Erst am letzten Verhandlungstag des Geiselnahme-Prozesses brach der Angeklagte sein Schweigen zu den Tatvorwürfen. Er sei damals mit dem Vorsatz ins Rathaus gekommen, ein Entschuldigungsschreiben für ihm von Behörden angeblich zugefügtes Unrecht einzufordern. Er schilderte seine schwierige Kindheit in einer zerrütteten Familie. Vom eigenen Vater sei er sexuell missbraucht worden, sagte er vor dem Landgericht Ingolstadt aus. Seine Gemütslage vor der Geiselnahme beschrieb er so: „Ich bin reinmarschiert, habe geblufft, gepokert und verloren.“

Angeklagter fordert höhere Strafe als sein Anwalt

Der Staatsanwalt beantragte im Geiselnahme-Prozess am Montag zehneinhalb Jahre Haft , die Verteidigung plädierte auf sechseinhalb Jahre.

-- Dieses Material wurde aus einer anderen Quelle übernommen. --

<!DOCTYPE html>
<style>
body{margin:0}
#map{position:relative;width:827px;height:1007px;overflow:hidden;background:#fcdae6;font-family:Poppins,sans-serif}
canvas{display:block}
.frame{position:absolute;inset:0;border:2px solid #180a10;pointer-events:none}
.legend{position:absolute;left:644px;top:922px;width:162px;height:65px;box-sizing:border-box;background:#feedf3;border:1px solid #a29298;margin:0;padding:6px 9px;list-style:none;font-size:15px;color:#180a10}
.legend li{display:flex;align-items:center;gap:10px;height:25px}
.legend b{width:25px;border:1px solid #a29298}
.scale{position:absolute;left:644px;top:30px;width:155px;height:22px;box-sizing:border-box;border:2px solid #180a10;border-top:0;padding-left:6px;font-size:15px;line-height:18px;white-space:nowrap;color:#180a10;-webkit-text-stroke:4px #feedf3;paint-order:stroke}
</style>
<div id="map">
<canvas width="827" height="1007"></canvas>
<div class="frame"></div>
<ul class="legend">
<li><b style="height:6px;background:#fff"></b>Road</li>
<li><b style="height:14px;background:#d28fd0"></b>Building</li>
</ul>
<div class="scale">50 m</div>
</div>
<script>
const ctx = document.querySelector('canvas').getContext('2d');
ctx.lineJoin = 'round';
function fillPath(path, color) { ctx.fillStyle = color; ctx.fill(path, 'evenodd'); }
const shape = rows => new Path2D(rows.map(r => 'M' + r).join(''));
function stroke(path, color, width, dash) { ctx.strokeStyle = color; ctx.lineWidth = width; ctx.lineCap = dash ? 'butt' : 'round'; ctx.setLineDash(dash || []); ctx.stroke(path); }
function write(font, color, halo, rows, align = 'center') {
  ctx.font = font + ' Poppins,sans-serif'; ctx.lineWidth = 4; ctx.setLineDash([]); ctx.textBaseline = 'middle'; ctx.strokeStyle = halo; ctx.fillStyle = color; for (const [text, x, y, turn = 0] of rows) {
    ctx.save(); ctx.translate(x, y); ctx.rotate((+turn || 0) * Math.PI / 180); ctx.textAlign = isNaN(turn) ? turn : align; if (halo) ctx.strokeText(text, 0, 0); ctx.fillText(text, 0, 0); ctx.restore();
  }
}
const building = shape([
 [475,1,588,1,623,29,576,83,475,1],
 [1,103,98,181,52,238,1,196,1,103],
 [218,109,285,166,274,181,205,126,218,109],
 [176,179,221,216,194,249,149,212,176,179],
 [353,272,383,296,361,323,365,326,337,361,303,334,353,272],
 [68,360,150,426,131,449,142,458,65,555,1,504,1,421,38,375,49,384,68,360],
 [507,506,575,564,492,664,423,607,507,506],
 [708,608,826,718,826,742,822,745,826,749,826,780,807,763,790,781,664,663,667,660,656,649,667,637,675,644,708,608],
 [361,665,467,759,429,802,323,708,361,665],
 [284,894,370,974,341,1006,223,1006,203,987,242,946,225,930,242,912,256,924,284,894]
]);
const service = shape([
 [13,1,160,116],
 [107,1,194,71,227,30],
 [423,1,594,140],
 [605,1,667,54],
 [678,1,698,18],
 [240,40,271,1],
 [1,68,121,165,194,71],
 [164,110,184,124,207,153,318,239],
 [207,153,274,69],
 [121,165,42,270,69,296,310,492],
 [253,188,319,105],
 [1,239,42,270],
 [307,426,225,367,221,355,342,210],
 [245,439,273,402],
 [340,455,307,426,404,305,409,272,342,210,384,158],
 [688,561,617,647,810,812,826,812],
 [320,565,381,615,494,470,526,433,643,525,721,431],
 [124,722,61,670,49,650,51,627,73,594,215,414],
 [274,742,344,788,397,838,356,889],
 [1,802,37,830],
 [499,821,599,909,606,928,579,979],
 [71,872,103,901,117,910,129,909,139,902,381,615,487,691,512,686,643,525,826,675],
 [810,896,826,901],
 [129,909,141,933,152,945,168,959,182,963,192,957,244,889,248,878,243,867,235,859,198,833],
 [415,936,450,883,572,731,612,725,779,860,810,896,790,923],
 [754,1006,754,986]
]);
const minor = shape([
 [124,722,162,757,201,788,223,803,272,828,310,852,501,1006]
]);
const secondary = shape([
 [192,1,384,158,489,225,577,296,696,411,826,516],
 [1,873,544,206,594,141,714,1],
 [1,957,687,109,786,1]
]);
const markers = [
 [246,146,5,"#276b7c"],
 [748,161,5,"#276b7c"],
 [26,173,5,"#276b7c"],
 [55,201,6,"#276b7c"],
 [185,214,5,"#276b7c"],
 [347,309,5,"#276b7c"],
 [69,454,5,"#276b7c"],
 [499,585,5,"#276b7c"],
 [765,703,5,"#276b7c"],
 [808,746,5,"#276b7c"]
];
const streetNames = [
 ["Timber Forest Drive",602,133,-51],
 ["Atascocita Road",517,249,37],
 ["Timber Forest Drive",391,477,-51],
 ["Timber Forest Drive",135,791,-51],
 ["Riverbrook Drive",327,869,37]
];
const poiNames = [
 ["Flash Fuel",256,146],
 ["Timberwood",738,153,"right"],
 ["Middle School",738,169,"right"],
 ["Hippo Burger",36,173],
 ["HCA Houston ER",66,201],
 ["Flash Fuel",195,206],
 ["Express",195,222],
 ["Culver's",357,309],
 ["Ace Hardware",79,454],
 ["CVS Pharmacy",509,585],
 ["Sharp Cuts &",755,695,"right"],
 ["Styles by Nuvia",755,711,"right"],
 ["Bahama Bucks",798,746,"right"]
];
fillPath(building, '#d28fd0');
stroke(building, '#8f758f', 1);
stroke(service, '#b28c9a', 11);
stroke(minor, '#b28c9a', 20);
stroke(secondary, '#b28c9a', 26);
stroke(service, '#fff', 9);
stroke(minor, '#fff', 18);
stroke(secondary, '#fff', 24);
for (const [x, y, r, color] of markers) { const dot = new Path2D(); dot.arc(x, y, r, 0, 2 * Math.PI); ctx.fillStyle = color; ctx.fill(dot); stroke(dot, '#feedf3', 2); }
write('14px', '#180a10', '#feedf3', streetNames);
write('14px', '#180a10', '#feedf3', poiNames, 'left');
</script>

Der Geiselnehmer selbst ergriff am Ende noch einmal das Wort. Überraschenderweise schlug er mit sieben Jahren Gefängnis eine höhere Strafe als sein Verteidiger vor. Da Gutachter dem Angeklagten bei überdurchschnittlicher Intelligenz eine „dissoziale Persönlichkeitsstörung“ bescheinigten, ist es durchaus möglich, dass das Gericht den Geiselnehmer nicht ins Gefängnis, sondern in eine Nervenklinik schickt. Der Angeklagte selbst hofft nicht darauf: Er wolle nicht in die geschlossene Abteilung einer psychiatrischen Klinik eingewiesen werden, bat er.